Pour les médicaments délivrés en officine, le prix est au contraire négocié avec le CEPS à partir de critères fixés par le code de la sécurité sociale et qui tiennent compte, en particulier, du service médical rendu.

C'est ainsi que la rétrocession, qui, à l'origine, avait un caractère exceptionnel, a été progressivement pérennisée et détournée de son objet. Le rapport de la Cour des comptes de 2002 pouvait ainsi relever que la rétrocession constituait un moyen pour les laboratoires pharmaceutiques de contourner les règles de fixation du prix du médicament, tant et si bien que, confrontés à des dépenses en forte croissance - elles ont presque doublé entre 2000 et 2004 - et qui représentent quelque 9 % des dépenses de remboursement de l'assurance maladie, ce qui n'est pas négligeable, les pouvoirs publics ont décidé, hélas ! avec beaucoup de retard, de réagir.

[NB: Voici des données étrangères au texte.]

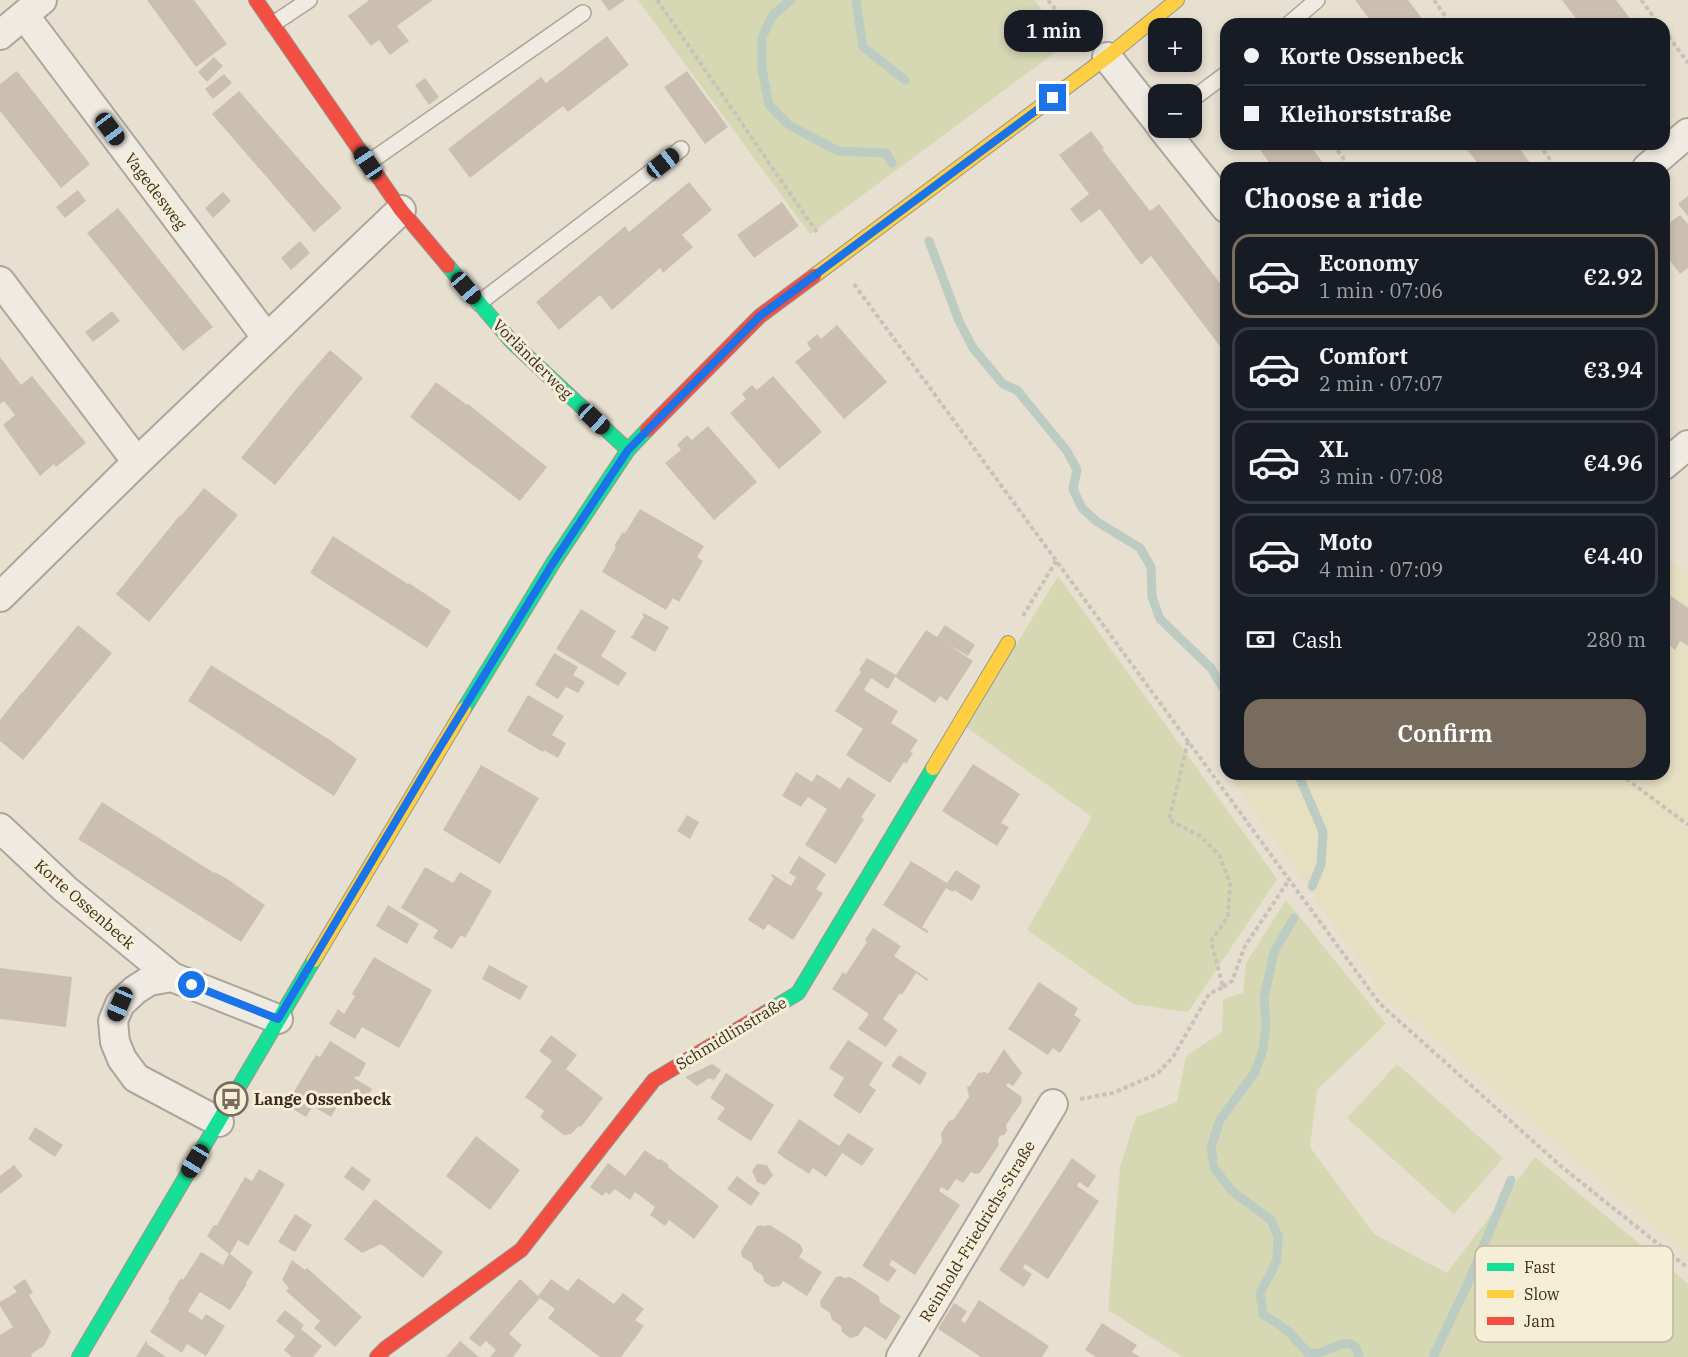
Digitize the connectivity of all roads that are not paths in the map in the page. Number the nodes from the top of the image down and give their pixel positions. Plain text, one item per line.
1 (256, 0) edge
2 (309, 0) edge
3 (1177, 0) edge
4 (1317, 0) edge
5 (33, 8) edge
6 (583, 14) dead end
7 (1296, 18) edge
8 (273, 24) junction
9 (0, 35) edge
10 (1107, 57) junction
11 (1220, 78) edge
12 (1202, 92) edge
13 (1148, 109) edge
14 (1688, 133) edge
15 (1170, 138) edge
16 (681, 148) dead end
17 (1670, 148) edge
18 (1668, 150) edge
19 (1654, 162) edge
20 (368, 163) junction
21 (1220, 200) edge
22 (401, 210) junction
23 (0, 281) edge
24 (479, 303) junction
25 (267, 338) junction
26 (1688, 445) edge
27 (628, 450) junction
28 (1670, 460) edge
29 (137, 462) junction
30 (5, 581) edge
31 (1008, 643) road end
32 (0, 828) edge
33 (172, 977) junction
34 (278, 1019) junction
35 (1053, 1104) road end
36 (219, 1122) junction
37 (79, 1357) edge
38 (377, 1357) edge
39 (901, 1357) edge

1 - 8 street, Vorländerweg
2 - 8 lane
3 - 10 street
4 - 7 lane
5 - 9 street, Vagedesweg
5 - 25 street, Vagedesweg
6 - 20 lane
8 - 20 street, Vorländerweg
10 - 13 street
10 - 27 street
11 - 12 lane
14 - 17 street
15 - 21 street
16 - 24 lane
18 - 19 street
20 - 22 street, Vorländerweg
22 - 24 street, Vorländerweg
22 - 25 street
23 - 29 street
24 - 27 street, Vorländerweg
25 - 29 street
26 - 28 street
27 - 34 street
29 - 30 street
31 - 38 street, Schmidlinstraße
32 - 33 street, Korte Ossenbeck
33 - 34 street, Korte Ossenbeck
33 - 36 street
34 - 36 street
35 - 39 street, Reinhold-Friedrichs-Straße
36 - 37 street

Le décret du 15 juin 2004 - il a donc été publié douze ans après que l'article de loi qui le rendait nécessaire a été voté - visait ainsi à encadrer plus strictement la rétrocession en imposant, pour les médicaments autres que les médicaments ayant en quelque sorte vocation « naturelle » à figurer sur la liste des médicaments rétrocédables, des critères d'inscription tenant à des contraintes de distribution ou d'approvisionnement, ou encore à la nécessité d'un suivi particulier.

Néanmoins, et c'est inquiétant, la rétrocession hors liste continue de subsister. Malgré le décret, la réglementation n'est donc pas respectée, ce qui hypothèque grandement le sort de la réforme. Selon la Cour des comptes, « l'établissement d'une liste limitative de médicaments rétrocédables a été vidé de son sens ».

En 2005, un système de marges non plus proportionnelles au prix mais forfaitaires a en outre été institué pour les hôpitaux : de 2 milliards d'euros en 2004, le remboursement par l'assurance est ainsi passé à 1, 7 milliard d'euros en 2005 selon les chiffres du Haut conseil pour l'avenir de l'assurance maladie.

Pour autant, comme le relève la Cour des comptes, cette fois dans son rapport de 2006, l'absence de contrainte budgétaire qui pèse sur les hôpitaux, qui voient ces médicaments intégralement pris en charge, ne les incite guère à négocier les prix, et le système des marges - elles restent pour l'instant proportionnelles, en l'absence de décision sur leur fixation - renforce cette « déresponsabilisation » aux dépens de l'assurance maladie.

Quant aux prix, qui s'avèrent plus élevés que ceux des médicaments dispensés en ville, un accord entre le LEEM, qui regroupe les entreprises du médicament, et le CEPS a certes permis de contenir la progression. « Néanmoins », pour citer une fois encore la Cour des comptes, « les prix acceptés ou fixés dans le cadre de la rétrocession demeurent légèrement plus élevés, selon le CEPS, que les prix fixés dans le cadre de l'admission au remboursement en ville », et ces prix ont forcément tendance à peser sur les négociations futures avec le CEPS lorsque les médicaments intègrent le circuit des officines de pharmacie.

La rétrocession a donc pour effet d'augmenter inutilement les dépenses de la sécurité sociale, et il paraît en conséquence urgent de la supprimer.

C'est la raison pour laquelle j'ai déposé cet amendement qui vise à réintégrer le régime des médicaments rétrocédés dans le droit commun. Ayant perçu parmi les membres les plus éminents de la commission des affaires sociales, lors de l'audition du Premier président de la Cour des comptes, le souhait, peut-être pas explicite mais tout au moins latent, de voir la rétrocession supprimée, j'espère que cet amendement recevra un meilleur accueil que tous ceux que j'ai défendus jusqu'à présent.